The use of technology during mealtimes can distract you and cause you to have decreased intake of your food. This finding was recently published in the Journal of Nutrition by researchers from the University of Illinois at Urbana-Champaign.
The researchers initially thought that being distracted by technology while having a meal would lead subjects to consume more food. However, the results were the opposite.
What they found was that the study subjects who played a simple computer game for 15 minutes while eating a meal ate significantly less than subjects who ate the meal without distractions.
In the study, the subjects (young adults) ate a meal on two occasions. In one meal, they would eat while playing a computer game called Rapid Visual Information Processing. In the other meal, they would eat without the technology distraction.

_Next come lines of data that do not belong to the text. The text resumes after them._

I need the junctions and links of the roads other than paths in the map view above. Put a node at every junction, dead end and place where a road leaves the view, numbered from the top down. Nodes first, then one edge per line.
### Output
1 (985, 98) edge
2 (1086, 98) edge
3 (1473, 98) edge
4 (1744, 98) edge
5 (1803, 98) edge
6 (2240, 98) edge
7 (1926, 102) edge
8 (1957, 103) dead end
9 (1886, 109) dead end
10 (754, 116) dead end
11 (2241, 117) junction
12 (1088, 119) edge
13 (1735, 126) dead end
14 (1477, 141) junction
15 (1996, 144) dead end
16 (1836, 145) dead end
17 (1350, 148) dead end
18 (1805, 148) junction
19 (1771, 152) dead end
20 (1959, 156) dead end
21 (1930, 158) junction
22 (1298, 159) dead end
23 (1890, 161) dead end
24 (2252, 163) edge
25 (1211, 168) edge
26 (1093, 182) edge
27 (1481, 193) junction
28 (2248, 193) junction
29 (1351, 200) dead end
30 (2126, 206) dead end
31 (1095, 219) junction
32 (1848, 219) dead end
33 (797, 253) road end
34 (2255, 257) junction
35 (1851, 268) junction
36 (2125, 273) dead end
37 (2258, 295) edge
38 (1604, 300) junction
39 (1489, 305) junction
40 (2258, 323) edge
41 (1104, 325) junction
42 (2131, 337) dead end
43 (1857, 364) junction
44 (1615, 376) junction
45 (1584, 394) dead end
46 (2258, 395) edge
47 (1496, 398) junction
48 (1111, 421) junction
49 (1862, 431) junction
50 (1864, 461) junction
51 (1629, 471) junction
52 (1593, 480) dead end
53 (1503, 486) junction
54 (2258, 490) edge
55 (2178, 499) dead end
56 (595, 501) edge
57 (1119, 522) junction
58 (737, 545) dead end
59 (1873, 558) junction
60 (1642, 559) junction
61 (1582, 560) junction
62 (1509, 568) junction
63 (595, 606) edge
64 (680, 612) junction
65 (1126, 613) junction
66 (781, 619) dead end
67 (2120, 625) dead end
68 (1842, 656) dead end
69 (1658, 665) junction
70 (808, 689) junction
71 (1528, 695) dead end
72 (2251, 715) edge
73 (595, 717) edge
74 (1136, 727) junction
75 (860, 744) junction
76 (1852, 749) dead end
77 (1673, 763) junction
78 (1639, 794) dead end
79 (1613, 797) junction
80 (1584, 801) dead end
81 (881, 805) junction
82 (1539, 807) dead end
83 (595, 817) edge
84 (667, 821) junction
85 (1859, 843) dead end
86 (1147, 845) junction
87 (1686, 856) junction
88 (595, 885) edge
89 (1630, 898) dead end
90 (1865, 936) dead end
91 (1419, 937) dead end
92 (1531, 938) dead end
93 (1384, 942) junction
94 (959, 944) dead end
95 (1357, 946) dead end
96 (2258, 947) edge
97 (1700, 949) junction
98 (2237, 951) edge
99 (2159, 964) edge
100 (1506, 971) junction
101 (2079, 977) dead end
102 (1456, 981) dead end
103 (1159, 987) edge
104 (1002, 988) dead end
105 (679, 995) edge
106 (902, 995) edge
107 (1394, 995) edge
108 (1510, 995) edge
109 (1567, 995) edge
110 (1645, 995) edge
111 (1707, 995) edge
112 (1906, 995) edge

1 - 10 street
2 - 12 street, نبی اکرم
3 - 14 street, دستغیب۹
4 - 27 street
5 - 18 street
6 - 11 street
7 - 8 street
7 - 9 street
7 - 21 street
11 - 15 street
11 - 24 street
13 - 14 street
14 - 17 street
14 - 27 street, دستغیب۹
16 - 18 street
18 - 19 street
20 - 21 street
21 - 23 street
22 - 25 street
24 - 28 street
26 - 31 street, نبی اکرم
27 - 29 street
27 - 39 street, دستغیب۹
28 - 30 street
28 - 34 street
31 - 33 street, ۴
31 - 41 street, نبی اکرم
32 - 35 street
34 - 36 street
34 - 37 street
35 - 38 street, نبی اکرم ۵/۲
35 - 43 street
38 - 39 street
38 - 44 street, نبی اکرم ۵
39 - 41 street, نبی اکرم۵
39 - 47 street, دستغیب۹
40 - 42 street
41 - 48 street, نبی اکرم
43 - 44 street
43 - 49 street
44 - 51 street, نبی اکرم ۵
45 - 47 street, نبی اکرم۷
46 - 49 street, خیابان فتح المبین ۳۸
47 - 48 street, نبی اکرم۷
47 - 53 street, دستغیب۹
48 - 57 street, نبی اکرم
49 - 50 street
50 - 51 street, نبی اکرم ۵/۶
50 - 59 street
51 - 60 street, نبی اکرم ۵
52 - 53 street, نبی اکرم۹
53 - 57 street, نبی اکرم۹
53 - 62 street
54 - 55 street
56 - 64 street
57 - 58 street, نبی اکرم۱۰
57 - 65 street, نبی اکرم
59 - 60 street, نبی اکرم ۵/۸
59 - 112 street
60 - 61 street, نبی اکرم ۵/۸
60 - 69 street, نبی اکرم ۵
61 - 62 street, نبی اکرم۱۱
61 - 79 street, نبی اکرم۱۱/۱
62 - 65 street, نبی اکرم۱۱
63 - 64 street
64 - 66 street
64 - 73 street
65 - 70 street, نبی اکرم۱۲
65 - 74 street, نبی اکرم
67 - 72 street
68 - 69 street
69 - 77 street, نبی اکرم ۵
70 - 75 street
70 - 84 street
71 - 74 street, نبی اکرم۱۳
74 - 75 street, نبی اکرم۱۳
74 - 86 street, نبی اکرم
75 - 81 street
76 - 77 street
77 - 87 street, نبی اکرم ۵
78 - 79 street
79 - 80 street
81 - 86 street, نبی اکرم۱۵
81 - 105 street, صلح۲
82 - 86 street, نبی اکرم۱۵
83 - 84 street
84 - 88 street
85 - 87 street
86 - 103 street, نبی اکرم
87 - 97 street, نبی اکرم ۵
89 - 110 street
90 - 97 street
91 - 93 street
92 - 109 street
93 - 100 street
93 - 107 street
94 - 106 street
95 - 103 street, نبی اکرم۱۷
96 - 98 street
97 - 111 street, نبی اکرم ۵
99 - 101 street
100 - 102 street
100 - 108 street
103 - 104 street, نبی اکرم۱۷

The game Rapid Visual Information Processing is actually used in studies to test people’s attention and working memory. It flashes numbers on a computer screen at a rate of one per second. The subject would need to hit the space bar when there saw three consecutive odd numbers.
The meals consisted of 10 miniature quiches. The food was weighed and counted before and after it was given to each person.
The subjects were given a 30-minute rest before they completed an exit survey. They were asked to recall how many quiches they were given and how many they consumed.
Less Food Eaten When Distracted
The study participants ate less food when they were distracted playing the computer game. Their recall of how many quiches they were given and how many they ate were also less accurate when they were distracted.
An interesting finding is that those subjects who ate the first meal while distracted ate significantly less on their second meal when they were not distracted. This was in comparison to those subjects who ate the first meals without distraction.
The authors said more study is needed to look into why technology distraction causes people to eat less. Factors such as type of distraction, type of food, and the diversity of the subjects’ age, race, and food preferences can be investigated.
In the meantime, if you watch TV or use your smartphone during a meal, you may be distracting yourself enough that you end up eating less of your meal than you thought.